When The Chronicle visited the district offices of GWCL, all the staff this reporter spoke declined comment except one who said: "Please, I can't say anything. The big people are not around. Go and come another time."

Even though all of them confirmed they knew Madam Boye-Doe, none would comment despite the fact that the paper presented all the necessary bills and receipts for inspection.

Several attempts since then to contact the district manager, Mr. Baidoo, and commercial officer, Mr. Botchway, failed as the official telephone kept ringing without response.
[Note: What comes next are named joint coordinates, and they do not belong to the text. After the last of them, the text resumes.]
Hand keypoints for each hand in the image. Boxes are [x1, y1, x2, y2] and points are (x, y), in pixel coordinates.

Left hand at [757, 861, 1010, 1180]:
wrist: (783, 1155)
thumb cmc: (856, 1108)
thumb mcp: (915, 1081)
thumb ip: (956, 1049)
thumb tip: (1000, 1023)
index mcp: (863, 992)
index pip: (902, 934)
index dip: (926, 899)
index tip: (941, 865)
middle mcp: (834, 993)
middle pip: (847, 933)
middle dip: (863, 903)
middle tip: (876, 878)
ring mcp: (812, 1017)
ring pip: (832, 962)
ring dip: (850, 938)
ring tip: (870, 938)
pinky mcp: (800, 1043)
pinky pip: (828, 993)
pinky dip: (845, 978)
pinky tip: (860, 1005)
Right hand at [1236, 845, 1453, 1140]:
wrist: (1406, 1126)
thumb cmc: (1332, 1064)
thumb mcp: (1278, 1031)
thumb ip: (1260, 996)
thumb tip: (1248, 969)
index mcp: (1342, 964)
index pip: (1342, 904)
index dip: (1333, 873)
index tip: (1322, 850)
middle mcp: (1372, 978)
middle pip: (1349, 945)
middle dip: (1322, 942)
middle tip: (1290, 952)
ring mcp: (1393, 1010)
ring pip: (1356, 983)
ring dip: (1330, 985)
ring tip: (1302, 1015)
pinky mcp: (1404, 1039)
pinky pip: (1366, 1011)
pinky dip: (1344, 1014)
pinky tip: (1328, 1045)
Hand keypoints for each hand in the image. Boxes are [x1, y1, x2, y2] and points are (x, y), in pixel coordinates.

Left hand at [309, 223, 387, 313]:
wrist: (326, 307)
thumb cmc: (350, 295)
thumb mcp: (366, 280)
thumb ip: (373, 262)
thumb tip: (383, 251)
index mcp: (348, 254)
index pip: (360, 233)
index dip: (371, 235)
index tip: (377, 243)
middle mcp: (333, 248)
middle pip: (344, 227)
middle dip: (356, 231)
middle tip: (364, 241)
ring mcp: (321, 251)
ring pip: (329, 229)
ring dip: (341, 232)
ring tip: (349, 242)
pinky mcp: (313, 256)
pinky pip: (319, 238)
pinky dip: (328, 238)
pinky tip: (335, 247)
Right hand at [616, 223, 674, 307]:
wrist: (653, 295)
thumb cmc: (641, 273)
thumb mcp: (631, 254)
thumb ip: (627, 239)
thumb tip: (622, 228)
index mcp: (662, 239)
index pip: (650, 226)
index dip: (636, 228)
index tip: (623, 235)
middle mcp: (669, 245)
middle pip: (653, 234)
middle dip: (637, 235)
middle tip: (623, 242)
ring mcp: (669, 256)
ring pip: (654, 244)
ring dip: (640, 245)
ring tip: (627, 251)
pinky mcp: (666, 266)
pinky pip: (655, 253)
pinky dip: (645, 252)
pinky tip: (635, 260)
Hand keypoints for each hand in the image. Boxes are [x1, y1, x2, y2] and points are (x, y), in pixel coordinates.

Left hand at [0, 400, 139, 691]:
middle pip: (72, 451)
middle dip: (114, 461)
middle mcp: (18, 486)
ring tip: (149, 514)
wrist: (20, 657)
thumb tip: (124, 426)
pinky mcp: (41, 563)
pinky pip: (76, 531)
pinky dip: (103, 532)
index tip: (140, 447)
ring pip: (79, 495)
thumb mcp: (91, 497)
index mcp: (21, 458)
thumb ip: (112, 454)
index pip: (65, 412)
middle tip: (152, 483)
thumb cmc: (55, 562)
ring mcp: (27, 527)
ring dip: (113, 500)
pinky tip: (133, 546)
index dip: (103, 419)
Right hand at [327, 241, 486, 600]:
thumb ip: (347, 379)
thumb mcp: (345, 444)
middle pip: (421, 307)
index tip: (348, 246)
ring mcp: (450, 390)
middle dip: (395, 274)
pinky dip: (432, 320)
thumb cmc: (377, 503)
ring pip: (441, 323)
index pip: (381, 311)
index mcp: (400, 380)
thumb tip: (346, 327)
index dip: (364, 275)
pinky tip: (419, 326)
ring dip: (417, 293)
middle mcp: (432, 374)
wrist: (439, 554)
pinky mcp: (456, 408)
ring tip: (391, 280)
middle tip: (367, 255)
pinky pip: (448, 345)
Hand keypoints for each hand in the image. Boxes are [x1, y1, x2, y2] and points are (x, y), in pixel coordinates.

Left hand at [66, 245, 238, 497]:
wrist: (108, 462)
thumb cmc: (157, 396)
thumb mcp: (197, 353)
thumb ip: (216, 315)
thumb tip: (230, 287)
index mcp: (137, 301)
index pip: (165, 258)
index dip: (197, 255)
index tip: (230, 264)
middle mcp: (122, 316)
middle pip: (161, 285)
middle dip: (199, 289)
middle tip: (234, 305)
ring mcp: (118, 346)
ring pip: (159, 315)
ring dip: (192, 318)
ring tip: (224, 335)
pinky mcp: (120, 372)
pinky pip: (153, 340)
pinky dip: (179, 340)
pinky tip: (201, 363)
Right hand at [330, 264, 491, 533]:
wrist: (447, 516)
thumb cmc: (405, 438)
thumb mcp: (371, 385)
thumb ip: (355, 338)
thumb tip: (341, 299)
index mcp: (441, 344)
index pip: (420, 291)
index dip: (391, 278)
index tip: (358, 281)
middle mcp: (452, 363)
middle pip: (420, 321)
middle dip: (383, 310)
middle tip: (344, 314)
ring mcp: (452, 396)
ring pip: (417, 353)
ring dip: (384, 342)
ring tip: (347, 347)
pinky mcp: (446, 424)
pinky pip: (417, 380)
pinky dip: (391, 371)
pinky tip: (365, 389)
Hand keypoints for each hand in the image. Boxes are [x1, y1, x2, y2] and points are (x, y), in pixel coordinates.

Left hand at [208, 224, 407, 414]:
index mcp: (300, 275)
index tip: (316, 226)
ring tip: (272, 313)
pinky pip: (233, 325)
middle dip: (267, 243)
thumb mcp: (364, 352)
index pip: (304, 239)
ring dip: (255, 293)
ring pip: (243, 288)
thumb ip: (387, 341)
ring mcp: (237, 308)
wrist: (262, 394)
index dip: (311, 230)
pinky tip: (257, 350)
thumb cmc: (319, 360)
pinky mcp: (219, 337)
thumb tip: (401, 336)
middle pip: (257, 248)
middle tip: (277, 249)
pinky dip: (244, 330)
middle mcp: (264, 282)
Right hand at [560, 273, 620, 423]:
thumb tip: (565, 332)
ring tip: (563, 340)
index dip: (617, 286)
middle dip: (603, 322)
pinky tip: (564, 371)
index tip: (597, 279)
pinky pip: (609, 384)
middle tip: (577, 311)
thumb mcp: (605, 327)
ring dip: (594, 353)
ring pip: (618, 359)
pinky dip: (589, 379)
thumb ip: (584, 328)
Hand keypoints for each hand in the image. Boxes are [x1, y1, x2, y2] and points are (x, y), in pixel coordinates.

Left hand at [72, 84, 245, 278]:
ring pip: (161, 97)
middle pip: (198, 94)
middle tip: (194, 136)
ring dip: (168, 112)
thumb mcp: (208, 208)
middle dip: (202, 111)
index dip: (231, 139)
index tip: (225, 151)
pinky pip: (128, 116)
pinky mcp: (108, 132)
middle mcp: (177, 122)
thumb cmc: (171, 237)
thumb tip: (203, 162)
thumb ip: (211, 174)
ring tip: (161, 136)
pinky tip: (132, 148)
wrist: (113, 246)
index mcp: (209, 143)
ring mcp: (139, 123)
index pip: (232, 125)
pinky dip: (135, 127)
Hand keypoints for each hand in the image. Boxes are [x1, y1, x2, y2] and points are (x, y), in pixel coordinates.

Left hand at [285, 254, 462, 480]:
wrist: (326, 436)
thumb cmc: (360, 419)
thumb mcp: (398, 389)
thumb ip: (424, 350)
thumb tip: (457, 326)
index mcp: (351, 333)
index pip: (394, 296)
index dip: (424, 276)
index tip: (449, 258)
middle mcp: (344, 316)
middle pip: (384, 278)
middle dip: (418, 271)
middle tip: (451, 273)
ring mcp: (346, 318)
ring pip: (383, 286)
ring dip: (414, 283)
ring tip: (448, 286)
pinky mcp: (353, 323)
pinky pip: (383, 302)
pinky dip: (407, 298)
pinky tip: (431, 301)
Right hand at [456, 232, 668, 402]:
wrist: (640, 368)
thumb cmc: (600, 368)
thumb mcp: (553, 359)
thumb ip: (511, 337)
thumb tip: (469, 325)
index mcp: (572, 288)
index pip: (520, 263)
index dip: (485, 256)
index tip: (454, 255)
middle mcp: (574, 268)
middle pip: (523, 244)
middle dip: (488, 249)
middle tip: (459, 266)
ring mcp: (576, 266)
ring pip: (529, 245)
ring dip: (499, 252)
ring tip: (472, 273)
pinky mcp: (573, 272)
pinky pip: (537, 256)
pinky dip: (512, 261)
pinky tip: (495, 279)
Not even the local metre-reader, Francis Alordzinu, who could have cleared the air, could be traced.

According to their offices at Ho and Tema, there ws a c;ear case of fraudulent deal in the billing system being reported on.

"If the accumulated consumption for six months was ¢210,000 and that had been billed, why should the following month alone read more than double the consumption for six months?

Even if that was what the metre indicated, the reader should have known that it was not realistic," one officer observed.

Another officer noted that it was serious for a cashier to indicate that monies paid in June this year were meant for April last year (14 months ago) while the consumer was not owing, and added that this could lead to grave legal consequences. "Yes, the consumer can sue the company, and you can guess the implications," he hinted.

But assuming all these are genuine human errors in the company's operating system, the question many people are asking is why the poor consumer in the village is usually the victim, and who is to blame if people decide to go back to taking untreated water instead of the potable one at their doorstep.